Notation In the sequel, \(\mathbb E^k_{\sigma ^\theta ,\tau ^\theta }\) denotes the expectation under the unique law induced by \((\sigma ^\theta ,\tau ^\theta )\) and the initial state k, as explained below in Sect. 2.1. Further, quantities \(d_\theta\), indexed by sequences \(\theta\), are said to have a limit d as \(\Vert \theta \Vert\) goes to 0 if for every \(\varepsilon >0\) there exists \(\delta >0\) so that for all \(\theta\) satisfying \(\Vert \theta \Vert \le \delta\) one has \(|d_\theta -d |\le \varepsilon\).

The constant-payoff property The constant-payoff property was first noted by Sorin, Venel and Vigeral (2010) in the framework of single decision-maker problems, and conjectured to hold in finite two-player zero-sum stochastic games (henceforth stochastic games). Their conjecture can be stated as follows.

Conjecture 1.1

(Sorin, Venel and Vigeral  (2010)) Let \((K,I,J,g,q,k,\theta )\) be a family of stochastic games indexed by a sequence of weights \(\theta\). Then, there exists a family of strategy profiles \((\sigma ^\theta ,\tau ^\theta )\) indexed by \(\theta\) so that the following two properties hold.

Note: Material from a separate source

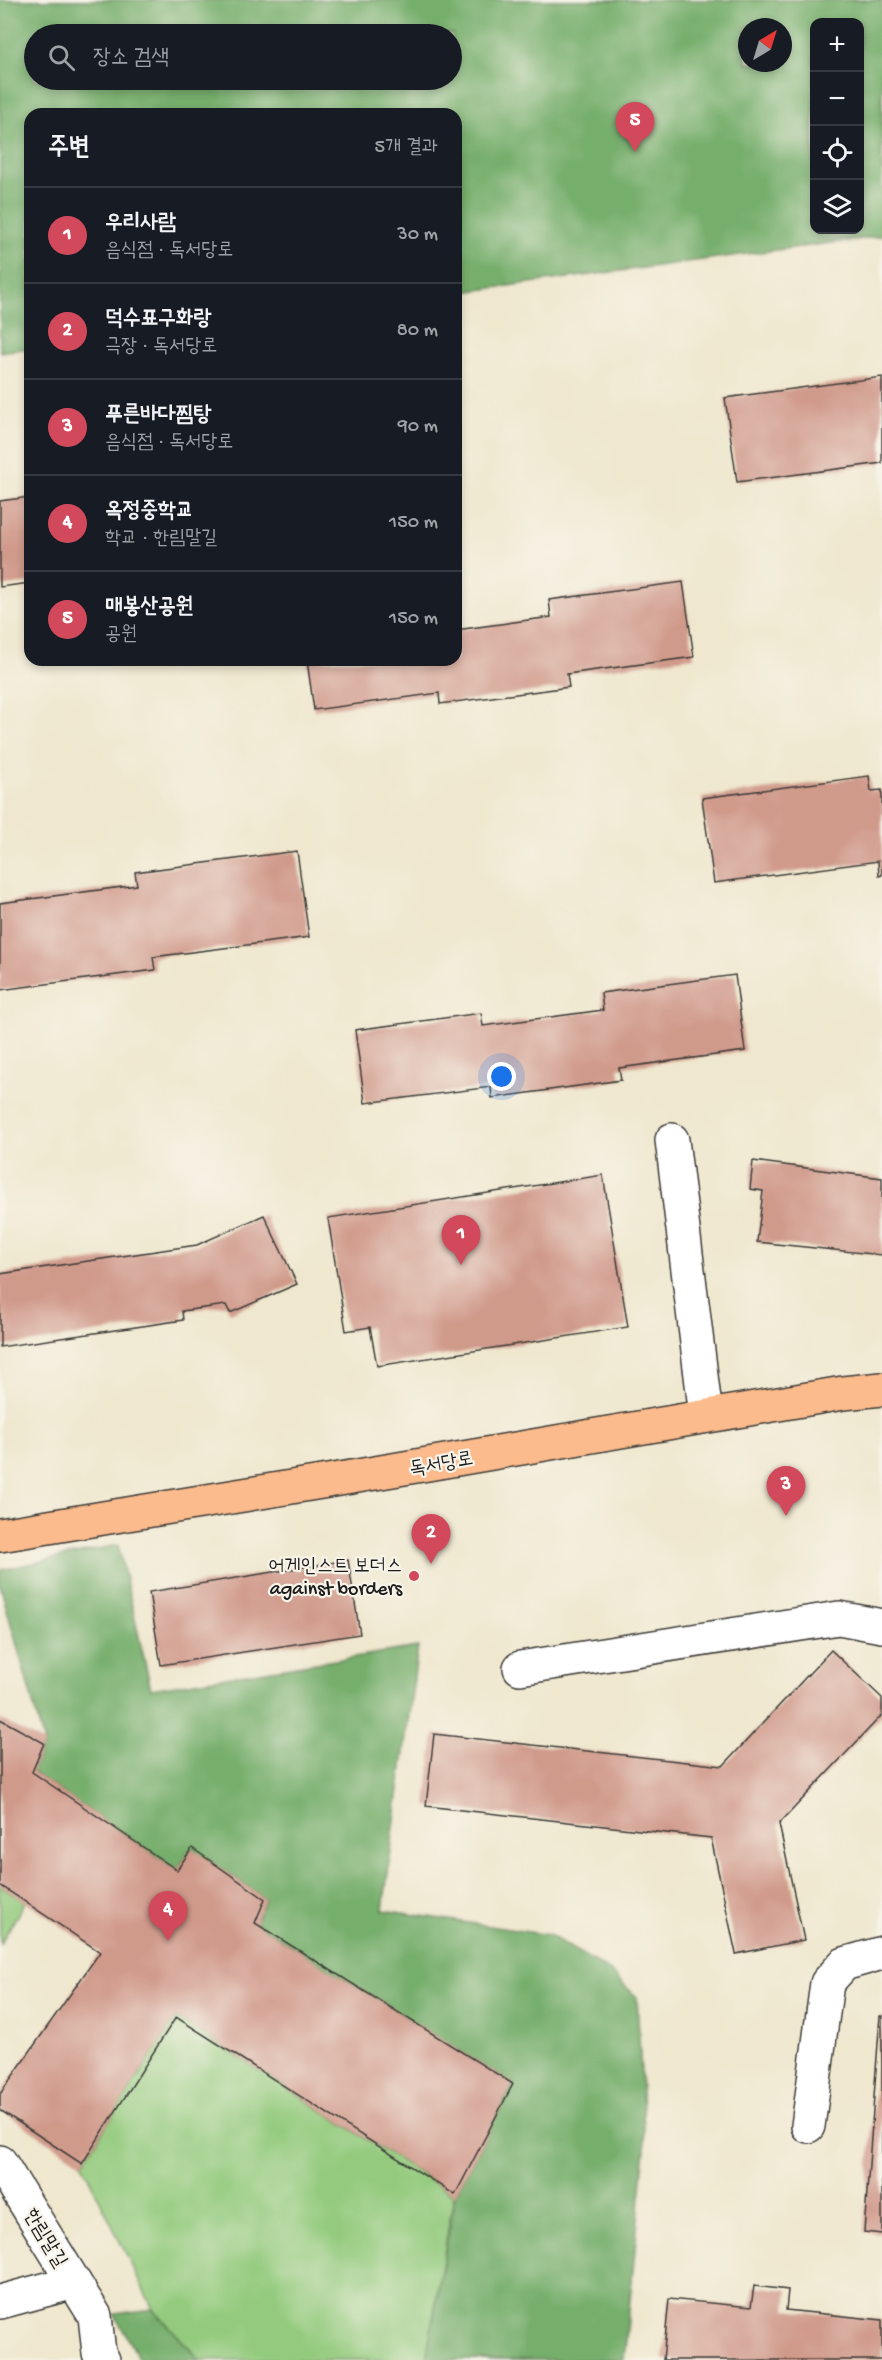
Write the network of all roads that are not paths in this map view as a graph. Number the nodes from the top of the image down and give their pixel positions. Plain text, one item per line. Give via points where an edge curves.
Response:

  • The strategy profile \((\sigma ^\theta ,\tau ^\theta )\) is asymptotically optimal,i.e. \(\sigma ^\theta\) guarantees that the \(\theta\)-weighted reward is at least \(v^k-\varepsilon _1(\theta )\), and \(\tau ^\theta\) guarantees that the \(\theta\)-weighted reward is at most \(v^k+\varepsilon _2(\theta )\), for some error functions satisfying \(\lim _{\Vert \theta \Vert \rightarrow 0}\varepsilon _1(\theta )=\lim _{\Vert \theta \Vert \rightarrow 0}\varepsilon _2(\theta )=0\).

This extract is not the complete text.